Andi,
On Fri, Nov 16, 2007 at 04:15:56PM +0100, Andi Kleen wrote:
No, he is talking about something similar to what was in perfctr.
The kernel emulates 64-bit counters in software and that is you
get back when you read the counters. If you read via RDPMC, you
get 40 bits. To reconstruct the full 64-bit value from user land
you need the upper bits. One approach is for the kernel to allow
you to remap a page that has the 64-bit (software) counters. With
that and a bit of mask/shifting you can reconstruct the full value.
What I dropped is the cr4.pce enabled for self-monitoring sessions.
Read my follow-up message to Dean's message.
Perfmon2 allows you to have an in-kernel sampling buffer. The idea is
not new, Oprofile has this as well. The problem here is that if the
buffer is in the kernel the format of the samples is fixed and it
should have to. Tools may want to record samples in different formats
and as you said some may need extra information gathered in the kernel.
Some may want to aggregate samples in the kernel (Oprofile used to
do that), some may want to use a double-buffer approach to minimize
blind spots, others may simply use the counter overflow mechanism to
record something that is non-PMU related, e.g, kernel call stack.
I have built such a module and it was quite interesting to collect
the call stack when you hit a last cache level miss.
The idea behind customizable sampling format is simple: extract the
format from the perfmon core and put this into a kernel module. The
core provides a simple registration mechanism and the two communicate
via a set of callbacks.
Perfmon2 comes with a basic default format which works on all
platforms. But it is possible to develop others without having to
patch the kernel nor recompile nor reboot. At its core, each format provides
a handler routine which is called on counter overflow. The handler routine
controls what is recorded, how it is recorded, how it is exported to
userland, and wheher overflow notifications need to be sent.

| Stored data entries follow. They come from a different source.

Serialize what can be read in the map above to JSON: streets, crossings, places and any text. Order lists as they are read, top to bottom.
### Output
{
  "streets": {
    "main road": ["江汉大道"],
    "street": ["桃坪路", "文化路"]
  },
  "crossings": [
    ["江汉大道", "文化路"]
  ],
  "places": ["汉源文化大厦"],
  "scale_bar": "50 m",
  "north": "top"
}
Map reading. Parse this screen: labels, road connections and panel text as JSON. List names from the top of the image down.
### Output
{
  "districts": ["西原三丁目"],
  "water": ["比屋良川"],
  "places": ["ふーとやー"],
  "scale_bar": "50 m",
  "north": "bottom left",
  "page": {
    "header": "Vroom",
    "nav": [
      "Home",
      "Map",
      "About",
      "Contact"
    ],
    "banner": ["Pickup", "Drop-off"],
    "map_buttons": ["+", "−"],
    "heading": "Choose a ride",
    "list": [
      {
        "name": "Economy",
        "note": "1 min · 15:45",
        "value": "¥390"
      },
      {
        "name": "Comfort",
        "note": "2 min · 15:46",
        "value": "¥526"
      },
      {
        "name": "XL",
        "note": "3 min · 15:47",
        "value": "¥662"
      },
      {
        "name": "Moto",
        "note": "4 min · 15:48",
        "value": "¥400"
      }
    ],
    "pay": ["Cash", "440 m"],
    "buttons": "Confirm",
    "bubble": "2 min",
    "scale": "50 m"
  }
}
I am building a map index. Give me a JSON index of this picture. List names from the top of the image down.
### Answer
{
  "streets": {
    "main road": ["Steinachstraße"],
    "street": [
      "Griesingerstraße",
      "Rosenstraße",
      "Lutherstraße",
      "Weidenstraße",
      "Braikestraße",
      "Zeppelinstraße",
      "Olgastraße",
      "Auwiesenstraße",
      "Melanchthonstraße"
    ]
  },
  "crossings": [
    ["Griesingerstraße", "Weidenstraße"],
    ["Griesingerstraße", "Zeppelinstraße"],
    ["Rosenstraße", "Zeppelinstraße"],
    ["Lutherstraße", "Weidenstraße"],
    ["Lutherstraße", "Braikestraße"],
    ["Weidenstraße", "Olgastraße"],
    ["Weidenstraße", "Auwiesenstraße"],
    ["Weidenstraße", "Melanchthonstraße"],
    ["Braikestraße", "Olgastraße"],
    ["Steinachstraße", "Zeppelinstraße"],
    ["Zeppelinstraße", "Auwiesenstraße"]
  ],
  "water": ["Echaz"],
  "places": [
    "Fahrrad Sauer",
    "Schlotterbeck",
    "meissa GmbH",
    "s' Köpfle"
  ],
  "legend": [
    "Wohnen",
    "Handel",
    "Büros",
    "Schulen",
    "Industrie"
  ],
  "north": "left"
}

Using this mechanism, for instance, we were able to connect the
Oprofile kernel code to perfmon2 on Itanium with a 100 lines of
code. The exact same approach would also work on X86 Oprofile as well.
This is also how we support PEBS because, as you said, the format of the
samples is not under your control. if you want zero-copy PEBS support,
you have to follow the PEBS format.
I am sure other processors haev and will have hardware buffers as well.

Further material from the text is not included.